> Dataset:

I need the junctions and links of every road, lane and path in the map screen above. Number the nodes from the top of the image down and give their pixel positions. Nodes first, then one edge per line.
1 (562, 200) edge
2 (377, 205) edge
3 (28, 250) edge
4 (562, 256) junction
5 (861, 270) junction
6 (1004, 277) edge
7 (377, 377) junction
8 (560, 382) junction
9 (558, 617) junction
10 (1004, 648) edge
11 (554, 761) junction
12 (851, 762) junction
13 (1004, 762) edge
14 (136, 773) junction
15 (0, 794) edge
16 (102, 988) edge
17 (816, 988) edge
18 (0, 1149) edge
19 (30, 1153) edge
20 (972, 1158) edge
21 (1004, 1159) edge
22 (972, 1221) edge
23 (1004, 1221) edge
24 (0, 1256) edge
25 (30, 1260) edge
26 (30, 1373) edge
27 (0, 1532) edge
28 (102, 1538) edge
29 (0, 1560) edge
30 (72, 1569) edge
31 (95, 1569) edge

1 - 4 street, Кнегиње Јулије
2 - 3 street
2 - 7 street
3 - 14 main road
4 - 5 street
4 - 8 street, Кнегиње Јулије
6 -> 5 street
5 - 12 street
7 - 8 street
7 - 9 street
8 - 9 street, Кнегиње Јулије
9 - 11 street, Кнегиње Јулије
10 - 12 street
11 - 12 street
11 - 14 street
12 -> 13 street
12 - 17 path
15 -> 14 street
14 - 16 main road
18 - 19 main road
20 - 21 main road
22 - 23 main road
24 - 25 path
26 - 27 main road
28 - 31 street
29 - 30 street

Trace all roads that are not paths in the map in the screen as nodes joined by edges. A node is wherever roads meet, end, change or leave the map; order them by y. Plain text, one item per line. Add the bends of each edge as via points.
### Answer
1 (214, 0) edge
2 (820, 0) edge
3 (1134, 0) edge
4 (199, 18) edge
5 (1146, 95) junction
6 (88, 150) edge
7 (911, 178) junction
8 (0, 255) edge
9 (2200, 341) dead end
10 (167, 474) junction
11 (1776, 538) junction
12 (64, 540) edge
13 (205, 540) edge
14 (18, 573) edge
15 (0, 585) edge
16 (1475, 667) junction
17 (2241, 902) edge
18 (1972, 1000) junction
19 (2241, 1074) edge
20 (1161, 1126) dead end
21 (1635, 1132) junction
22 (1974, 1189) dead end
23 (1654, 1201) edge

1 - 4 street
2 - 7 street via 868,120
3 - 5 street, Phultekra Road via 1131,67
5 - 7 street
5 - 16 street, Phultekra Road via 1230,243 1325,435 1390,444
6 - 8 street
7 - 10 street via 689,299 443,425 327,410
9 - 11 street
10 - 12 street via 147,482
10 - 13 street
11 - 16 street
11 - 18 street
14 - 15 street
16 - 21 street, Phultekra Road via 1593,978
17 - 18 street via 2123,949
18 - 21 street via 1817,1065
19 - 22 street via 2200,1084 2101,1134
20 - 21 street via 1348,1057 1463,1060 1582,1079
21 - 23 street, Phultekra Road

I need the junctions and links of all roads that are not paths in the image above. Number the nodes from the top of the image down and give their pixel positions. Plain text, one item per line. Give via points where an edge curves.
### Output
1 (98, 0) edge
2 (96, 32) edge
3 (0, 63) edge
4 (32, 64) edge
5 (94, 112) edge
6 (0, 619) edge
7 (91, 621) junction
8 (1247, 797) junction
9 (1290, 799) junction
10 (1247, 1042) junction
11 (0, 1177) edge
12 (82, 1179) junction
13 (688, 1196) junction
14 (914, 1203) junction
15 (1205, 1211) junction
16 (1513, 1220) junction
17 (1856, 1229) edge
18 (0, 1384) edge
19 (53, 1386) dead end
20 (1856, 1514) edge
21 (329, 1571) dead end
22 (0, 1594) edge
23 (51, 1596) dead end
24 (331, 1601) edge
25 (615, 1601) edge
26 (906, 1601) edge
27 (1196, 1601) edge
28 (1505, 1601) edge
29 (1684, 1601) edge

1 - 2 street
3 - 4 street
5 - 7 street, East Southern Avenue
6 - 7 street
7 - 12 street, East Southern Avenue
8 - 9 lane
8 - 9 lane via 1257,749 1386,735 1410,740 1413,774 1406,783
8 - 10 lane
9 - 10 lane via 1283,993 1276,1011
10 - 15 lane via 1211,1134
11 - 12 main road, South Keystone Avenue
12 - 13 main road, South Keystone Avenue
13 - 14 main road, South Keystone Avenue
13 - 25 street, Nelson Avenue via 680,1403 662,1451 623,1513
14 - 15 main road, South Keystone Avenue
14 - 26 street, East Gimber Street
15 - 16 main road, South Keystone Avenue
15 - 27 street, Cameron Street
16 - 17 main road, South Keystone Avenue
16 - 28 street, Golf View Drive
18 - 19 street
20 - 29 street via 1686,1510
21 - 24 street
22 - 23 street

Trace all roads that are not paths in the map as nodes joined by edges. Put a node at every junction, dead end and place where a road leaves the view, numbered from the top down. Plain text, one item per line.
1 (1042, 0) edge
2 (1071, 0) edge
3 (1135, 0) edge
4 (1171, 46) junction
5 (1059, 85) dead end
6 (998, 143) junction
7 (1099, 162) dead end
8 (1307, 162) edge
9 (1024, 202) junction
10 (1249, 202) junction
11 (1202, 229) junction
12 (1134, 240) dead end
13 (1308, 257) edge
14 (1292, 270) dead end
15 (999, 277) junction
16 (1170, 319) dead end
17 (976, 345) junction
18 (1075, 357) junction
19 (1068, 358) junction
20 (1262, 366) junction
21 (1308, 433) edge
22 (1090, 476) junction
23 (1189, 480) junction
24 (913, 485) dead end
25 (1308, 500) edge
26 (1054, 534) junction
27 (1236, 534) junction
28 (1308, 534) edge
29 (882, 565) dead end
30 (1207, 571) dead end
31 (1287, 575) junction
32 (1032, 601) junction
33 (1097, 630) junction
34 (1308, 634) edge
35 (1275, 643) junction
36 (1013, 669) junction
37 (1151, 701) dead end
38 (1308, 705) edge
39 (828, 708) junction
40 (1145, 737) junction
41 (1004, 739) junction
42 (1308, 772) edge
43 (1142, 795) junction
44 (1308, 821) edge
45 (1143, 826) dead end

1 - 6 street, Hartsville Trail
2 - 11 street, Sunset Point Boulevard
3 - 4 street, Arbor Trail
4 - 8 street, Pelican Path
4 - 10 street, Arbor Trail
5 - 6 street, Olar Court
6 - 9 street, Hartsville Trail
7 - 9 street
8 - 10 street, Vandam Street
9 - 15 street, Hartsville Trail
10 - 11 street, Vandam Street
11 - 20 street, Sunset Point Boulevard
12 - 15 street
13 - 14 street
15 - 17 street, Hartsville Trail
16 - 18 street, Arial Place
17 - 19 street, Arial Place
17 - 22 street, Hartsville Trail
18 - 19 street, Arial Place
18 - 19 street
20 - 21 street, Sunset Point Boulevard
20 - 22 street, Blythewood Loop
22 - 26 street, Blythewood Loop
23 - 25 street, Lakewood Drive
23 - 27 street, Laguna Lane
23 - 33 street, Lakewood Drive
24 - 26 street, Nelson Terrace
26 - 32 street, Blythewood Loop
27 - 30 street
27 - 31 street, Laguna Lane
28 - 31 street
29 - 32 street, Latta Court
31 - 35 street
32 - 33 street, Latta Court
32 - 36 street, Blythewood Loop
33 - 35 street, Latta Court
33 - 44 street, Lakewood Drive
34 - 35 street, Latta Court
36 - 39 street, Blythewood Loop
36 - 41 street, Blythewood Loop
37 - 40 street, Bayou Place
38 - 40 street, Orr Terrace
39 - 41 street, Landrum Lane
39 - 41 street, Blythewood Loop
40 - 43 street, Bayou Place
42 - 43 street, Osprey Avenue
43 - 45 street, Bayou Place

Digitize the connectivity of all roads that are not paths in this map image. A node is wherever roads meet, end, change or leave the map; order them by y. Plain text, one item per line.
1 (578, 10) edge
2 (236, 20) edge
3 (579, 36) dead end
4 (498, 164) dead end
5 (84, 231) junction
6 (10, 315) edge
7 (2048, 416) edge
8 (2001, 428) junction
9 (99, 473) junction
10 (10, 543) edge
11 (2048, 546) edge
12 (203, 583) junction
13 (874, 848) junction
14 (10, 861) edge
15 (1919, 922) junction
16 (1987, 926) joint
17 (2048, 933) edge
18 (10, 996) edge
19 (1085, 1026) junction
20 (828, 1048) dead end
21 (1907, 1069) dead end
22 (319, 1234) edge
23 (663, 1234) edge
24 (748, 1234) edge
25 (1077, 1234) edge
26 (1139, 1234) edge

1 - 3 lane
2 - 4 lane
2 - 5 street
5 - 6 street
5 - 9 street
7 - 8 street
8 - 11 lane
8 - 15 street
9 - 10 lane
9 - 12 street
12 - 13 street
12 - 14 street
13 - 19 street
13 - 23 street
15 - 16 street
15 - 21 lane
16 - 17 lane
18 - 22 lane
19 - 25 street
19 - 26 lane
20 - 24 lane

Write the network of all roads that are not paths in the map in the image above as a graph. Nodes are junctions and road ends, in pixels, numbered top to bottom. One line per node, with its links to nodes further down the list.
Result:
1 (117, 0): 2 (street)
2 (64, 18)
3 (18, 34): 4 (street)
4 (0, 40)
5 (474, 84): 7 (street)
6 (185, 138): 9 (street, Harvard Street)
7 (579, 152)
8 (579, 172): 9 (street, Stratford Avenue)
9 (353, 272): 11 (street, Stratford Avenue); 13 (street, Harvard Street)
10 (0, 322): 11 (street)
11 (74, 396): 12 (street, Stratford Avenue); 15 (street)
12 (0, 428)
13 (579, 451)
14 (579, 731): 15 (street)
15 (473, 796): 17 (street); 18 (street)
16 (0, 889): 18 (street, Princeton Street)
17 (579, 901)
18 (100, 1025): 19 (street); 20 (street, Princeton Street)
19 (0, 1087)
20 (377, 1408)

> What to work on: Search the entries for the string "from" and collect each line that has it.

> The answer:
I need the junctions and links of every road, lane and path in the map screen above. Number the nodes from the top of the image down and give their pixel positions. Nodes first, then one edge per line.
I need the junctions and links of all roads that are not paths in the image above. Number the nodes from the top of the image down and give their pixel positions. Plain text, one item per line. Give via points where an edge curves.
Trace all roads that are not paths in the map as nodes joined by edges. Put a node at every junction, dead end and place where a road leaves the view, numbered from the top down. Plain text, one item per line.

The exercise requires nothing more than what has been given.